Sabtu, 11 Januari 2014

Biarlah Hal Itu Terjadi



Pesta Pembabtisan Tuhan
Yes 42:1-4.6-7, Kis 10:34-38, Mat 3:13-17

Ada yang disebut rasa 'pekewuh' dalam bahasa Jawa. Luas penafsiran atas istilah ini, dan sebagian berhubungan dengan kata 'ewuh' (Jw.) yang berarti repot. 'Pekewuh' menggambarkan rasa tidak enak atau sungkan terhadap orang lain yang mungkin jadi repot karena sikap atau tindakan kita. Tentu saja istilah ini pun sering dikritik karena dianggap tidak mengembangkan kepercayaan diri dan daya juang seseorang. Tetapi, di sisi lain yang lebih positif, rasa 'pekewuh' sebetulnya melatih kepekaan kita dan mendorong sikap rendah hati. Justru karena rasa perasaan ini, kita bisa lebih tahu diri dan kembali pada posisi atau peran yang sebaiknya kita ambil.

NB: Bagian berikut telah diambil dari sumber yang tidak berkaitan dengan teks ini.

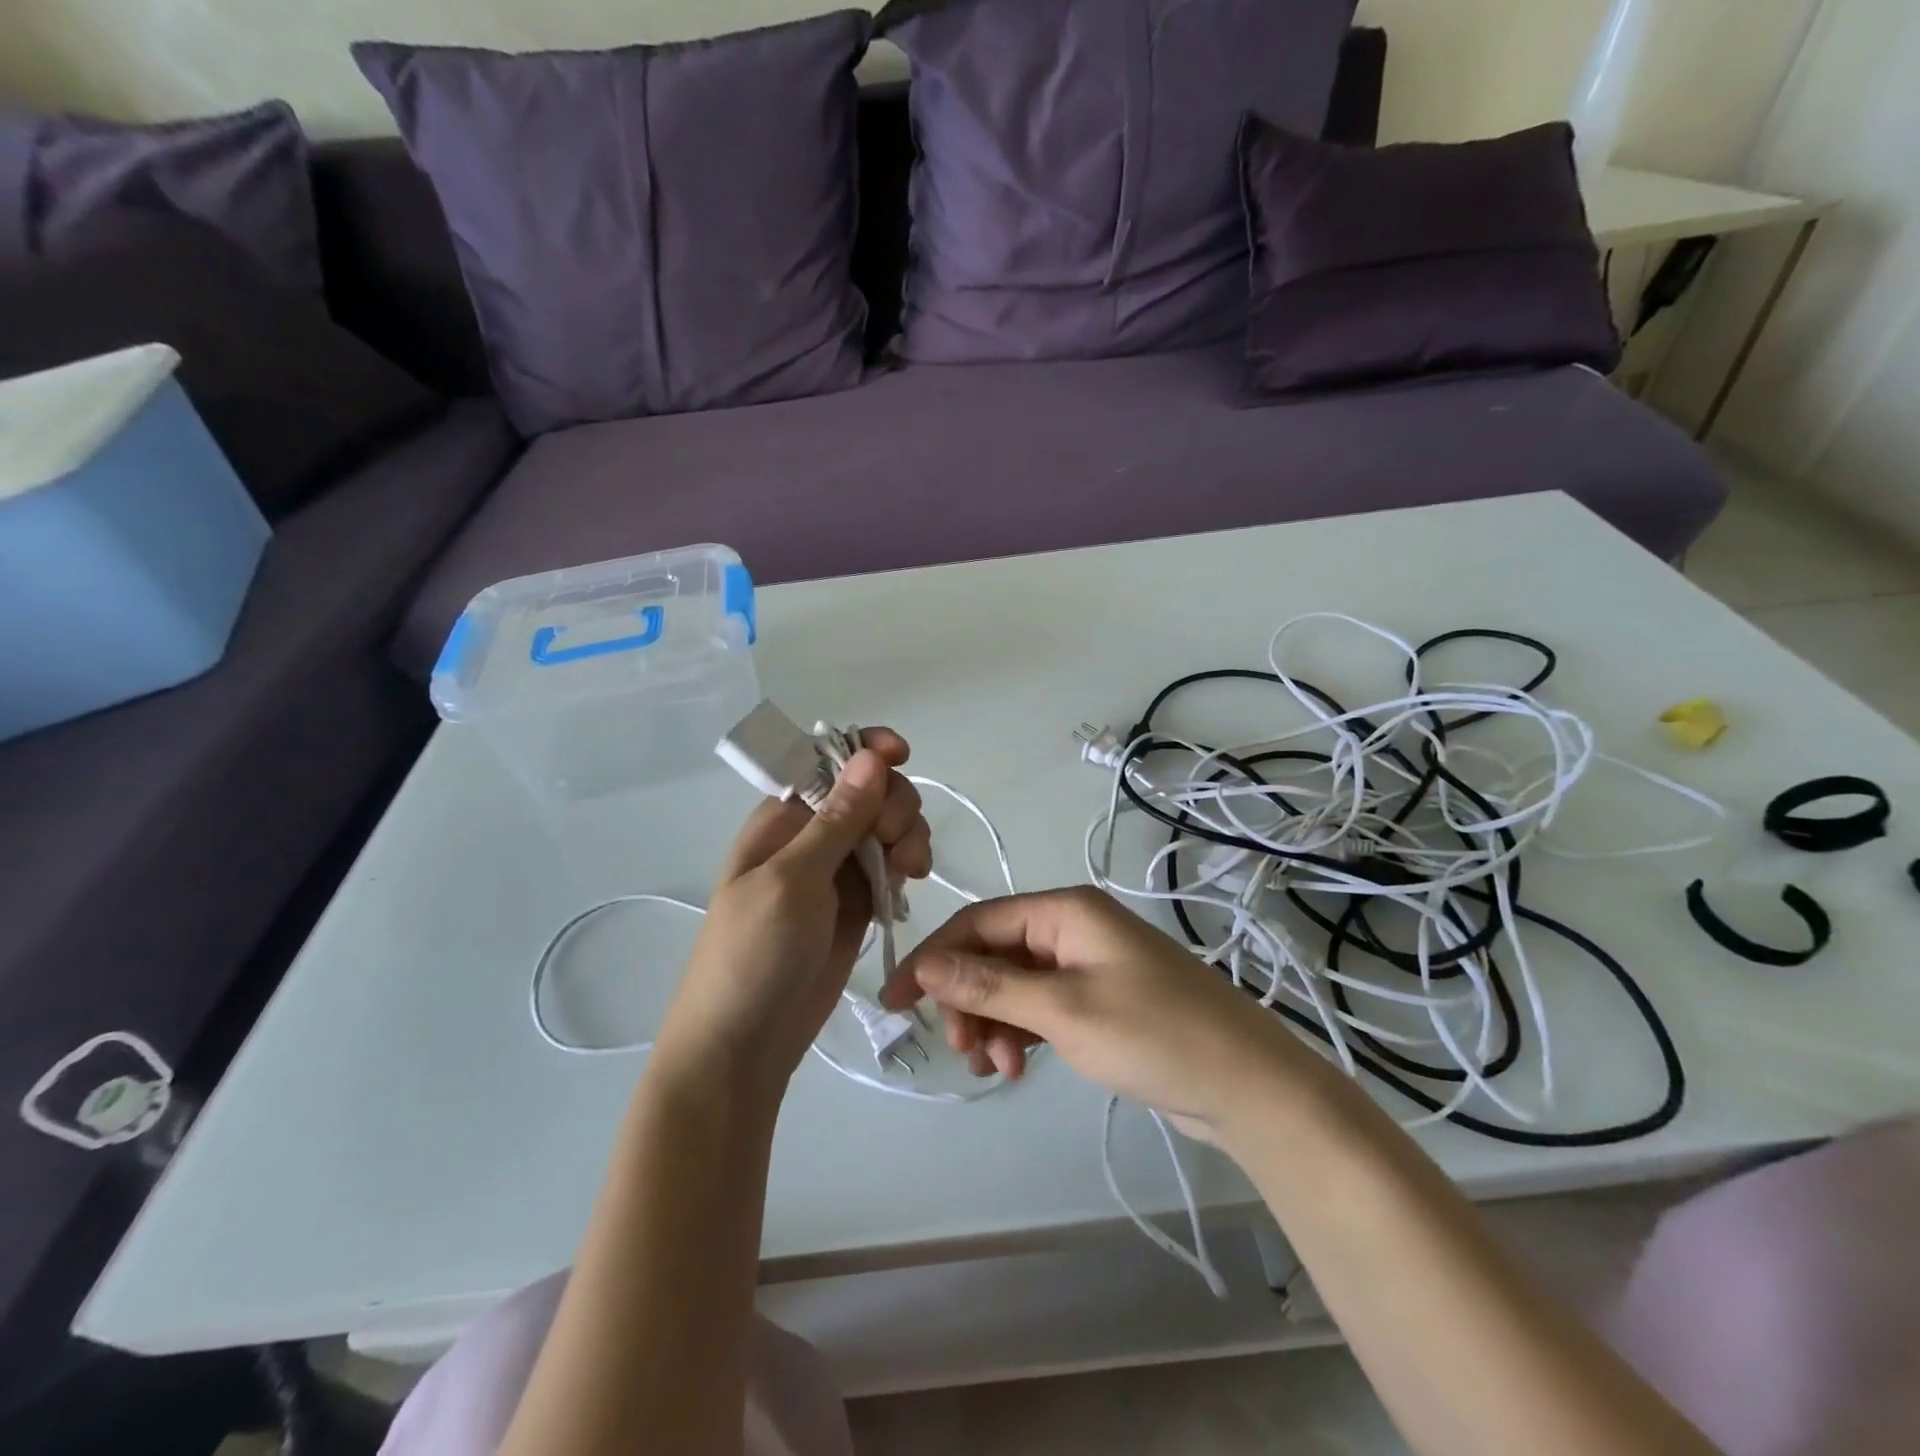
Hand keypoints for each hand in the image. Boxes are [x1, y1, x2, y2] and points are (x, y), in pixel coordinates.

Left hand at [651, 730, 930, 1094]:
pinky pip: (892, 865)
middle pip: (871, 791)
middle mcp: (812, 834)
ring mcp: (837, 869)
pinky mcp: (857, 902)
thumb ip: (837, 819)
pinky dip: (907, 866)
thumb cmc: (753, 954)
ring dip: (909, 836)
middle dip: (895, 804)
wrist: (744, 1044)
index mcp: (784, 816)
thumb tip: (870, 755)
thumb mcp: (793, 880)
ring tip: (911, 872)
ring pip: (888, 826)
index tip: (903, 756)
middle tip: (897, 843)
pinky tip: (909, 886)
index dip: (868, 750)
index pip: (830, 761)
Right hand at [880, 887, 1313, 1138]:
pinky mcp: (1099, 999)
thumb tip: (924, 963)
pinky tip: (1017, 1065)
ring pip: (1015, 985)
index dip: (933, 958)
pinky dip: (1022, 1032)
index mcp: (1064, 911)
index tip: (895, 1001)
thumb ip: (989, 985)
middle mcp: (1072, 928)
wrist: (1247, 1084)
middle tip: (960, 1050)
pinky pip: (1041, 1007)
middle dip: (968, 999)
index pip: (979, 922)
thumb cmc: (1153, 1033)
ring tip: (994, 1068)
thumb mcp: (1061, 1009)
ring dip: (994, 1022)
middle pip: (995, 954)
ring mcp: (1087, 964)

Apa yang terjadi kalau rasa sungkan itu tidak ada? Akibatnya antara lain ialah orang jadi kehilangan kepekaan untuk melayani, ingin didahulukan dalam setiap kesempatan, terlalu gengsi untuk menyadari kekeliruannya dan minta maaf atas hal itu. Contoh yang sering dijumpai ialah pada antrian di depan kasir. Ketika ada yang tidak memperhatikan dengan baik dan masuk antrian dari arah yang salah, beberapa orang yang melihat merasa sungkan untuk menegur. Kalaupun orang itu ditegur, ada dua kemungkinan: ia minta maaf dan berpindah tempat, atau bermuka masam dan bergeming di tempatnya. Yang terakhir ini menunjukkan perlunya rasa tidak enak itu.

Bagi jemaat Kristen perdana, pembaptisan Yesus oleh Yohanes Pembaptis adalah persoalan tersendiri. Dalam keempat Injil peristiwa yang problematik ini dituliskan dengan tekanan yang berbeda-beda. Markus menekankan suara Allah dari surga dalam kalimat pasif. Lukas hanya menulis bahwa Yesus dibaptis, tapi tidak disebutkan bahwa Yohanes Pembaptis yang melakukannya. Yohanes Penginjil bahkan tidak menyebutkan apapun tentang pembaptisan Yesus selain bahwa Roh Kudus turun seperti merpati. Matius, yang kita dengar hari ini, menambahkan dialog Yesus dan Yohanes Pembaptis yang merasa sungkan dan berusaha "mencegah-Nya". Yohanes benar dalam hal baptisan hanya untuk pendosa, tapi mungkin ia kurang paham kehendak Allah.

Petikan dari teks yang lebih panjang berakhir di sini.